White Zombie (1932)


Primary Genre
: Horror

Secondary Genres: Fantasy, Caribbean Zombie, Independent Film


Plot: In Haiti, the Zombie Master (Bela Lugosi) has been turning people into mindless drones and making them his slave labor force and personal henchmen.  After a young engaged couple (Madge Bellamy, John Harron) arrives on the island, a plantation owner (Robert W. Frazer) decides he wants the girl for himself and enlists the Zombie Master’s aid.






The Good Stuff

  • Lugosi: Lugosi is best known for playing Dracula on stage and screen, but he’s much more menacing here.  It could be the weird eyebrow makeup.  It could be that, unlike watching an already known story like Dracula, we have no idea what sneaky evil he’s about to pull.

  • Expressionism: The director took the time to establish some creative camera shots and build a strange, creepy atmosphere.  Recall that the early 1930s was when Universal was making horror movies that had been heavily influenced by German cinematic expressionism: deliberately exaggerated lighting and camera angles, surrealistic sets and images, etc.  White Zombie followed this as well.

  • Indy Movie: This movie was made as a cost-cutting independent production using leftover sets on the Universal lot and relied upon United Artists for distribution.  It didn’t do as well at the box office as popular horror movies of the time, but it did play well in Germany and small towns in America and had been made for small fraction of the budget of those other popular horror movies..  As such, White Zombie was prototypical of the wave of B horror movies of the 1950s.
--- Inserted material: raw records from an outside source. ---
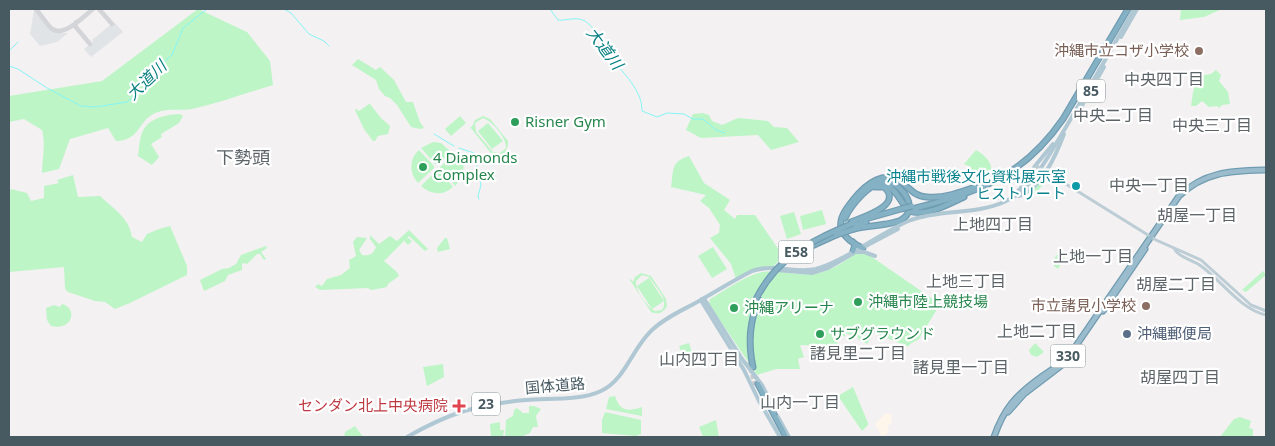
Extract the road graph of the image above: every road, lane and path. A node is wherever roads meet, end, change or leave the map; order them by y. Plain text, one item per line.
1 (1127, 9) edge
2 (1136, 9) edge
3 (1063, 133) junction
4 (1022, 163) junction
5 (1036, 167) junction
6 (1266, 170) edge
7 (1045, 172) junction
8 (988, 182) junction
9 (869, 184) junction
10 (865, 192) junction
11 (1019, 196) junction
12 (1001, 204) junction
13 (910, 209) junction
14 (852, 225) junction
15 (1152, 237) junction
16 (853, 242) junction
17 (862, 246) junction
18 (802, 250) junction
19 (1174, 250) junction
20 (854, 252) junction
21 (874, 256) dead end
22 (757, 299) junction
23 (703, 300) junction
24 (1266, 311) edge
25 (1266, 315) edge
26 (749, 362) tunnel mouth
27 (753, 367) tunnel mouth
28 (756, 384) tunnel mouth
29 (407, 437) edge
30 (412, 437) edge
31 (784, 437) edge
32 (996, 437) edge

1 - 4 highway
2 - 3 main road, 85
3 - 5 main road
3 - 7 main road
3 - 11 main road, 85
3 - 12 main road, 85
4 - 8 highway
4 - 13 highway
5 - 7 main road, bridge
5 - 12 main road
6 - 15 highway, 330
7 - 11 main road
7 - 15 main road
8 - 9 highway
8 - 13 highway
9 - 14 highway
9 - 16 highway
10 - 13 highway
10 - 14 highway
10 - 17 highway
11 - 17 main road, 85
12 - 17 main road, 85
13 - 14 highway, bridge
14 - 18 highway, E58, bridge
14 - 18 highway, bridge
14 - 22 highway, E58, bridge
15 - 19 main road
15 - 32 highway, 330
16 - 17 highway
16 - 20 highway
17 - 20 main road, 85
18 - 22 highway, E58, bridge
19 - 24 main road
19 - 25 main road
20 - 21 main road
20 - 23 main road, 85
22 - 26 highway, E58
22 - 27 highway, E58
23 - 29 main road, 国体道路 / 23
23 - 30 main road, 国体道路 / 23
23 - 31 main road
23 - 31 main road
28 - 31 highway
  • Harrowing Ending: We won’t be giving that away.





The Bad Stuff

  • Male romantic lead was still in stage/silent movie mode and distractingly over-emotes.


The Who Cares Stuff

  • Dead or Undead?: It’s not specifically said that the zombies in this movie are undead.  One character becomes a zombie after being pronounced dead, but dialogue suggests the death had been faked through drugs.  Later, another character becomes a zombie slowly and aware of his transformation, but does not (explicitly) die during the process.  (A few years later in Val Lewton’s classic I Walked with a Zombie, the story’s primary zombie hadn’t died but had fever induced nerve damage that made her seemingly catatonic.  See also the book The Serpent and the Rainbow: A Harvard Scientist's Astonishing Journey into the Secret Societies of Haitian Voodoo, Zombies, and Magic (1985) and Wes Craven’s The Serpent and the Rainbow (1988)

  • Direct Mind Control: The zombies are played like What Everyone Knew Back Then from Movies about hypnosis: it depends on willpower, grants control by telepathy, turns the subject into a mindless drone, makes the subject impervious to pain/injury, etc.  See also the strange metaphysics of mesmerism and the story of Trilby and Svengali.)




See Also

Revolt of the Zombies (1936) - Made by the same director and cinematographer. Often mislabeled a sequel to White Zombie.  Interesting plot (a perpetual victim on an archeological expedition in Cambodia discovers and uses an ancient secret for mass mind control) yet surprisingly uncreative storytelling.  More like fantasy than horror.  They say that White Zombie was a good example of how to make a low budget movie, while Revolt of the Zombies is a good example of what not to do.


The Bottom Line

Damn good horror movie made on a relatively small budget. Forerunner of B horror movies thirty years later.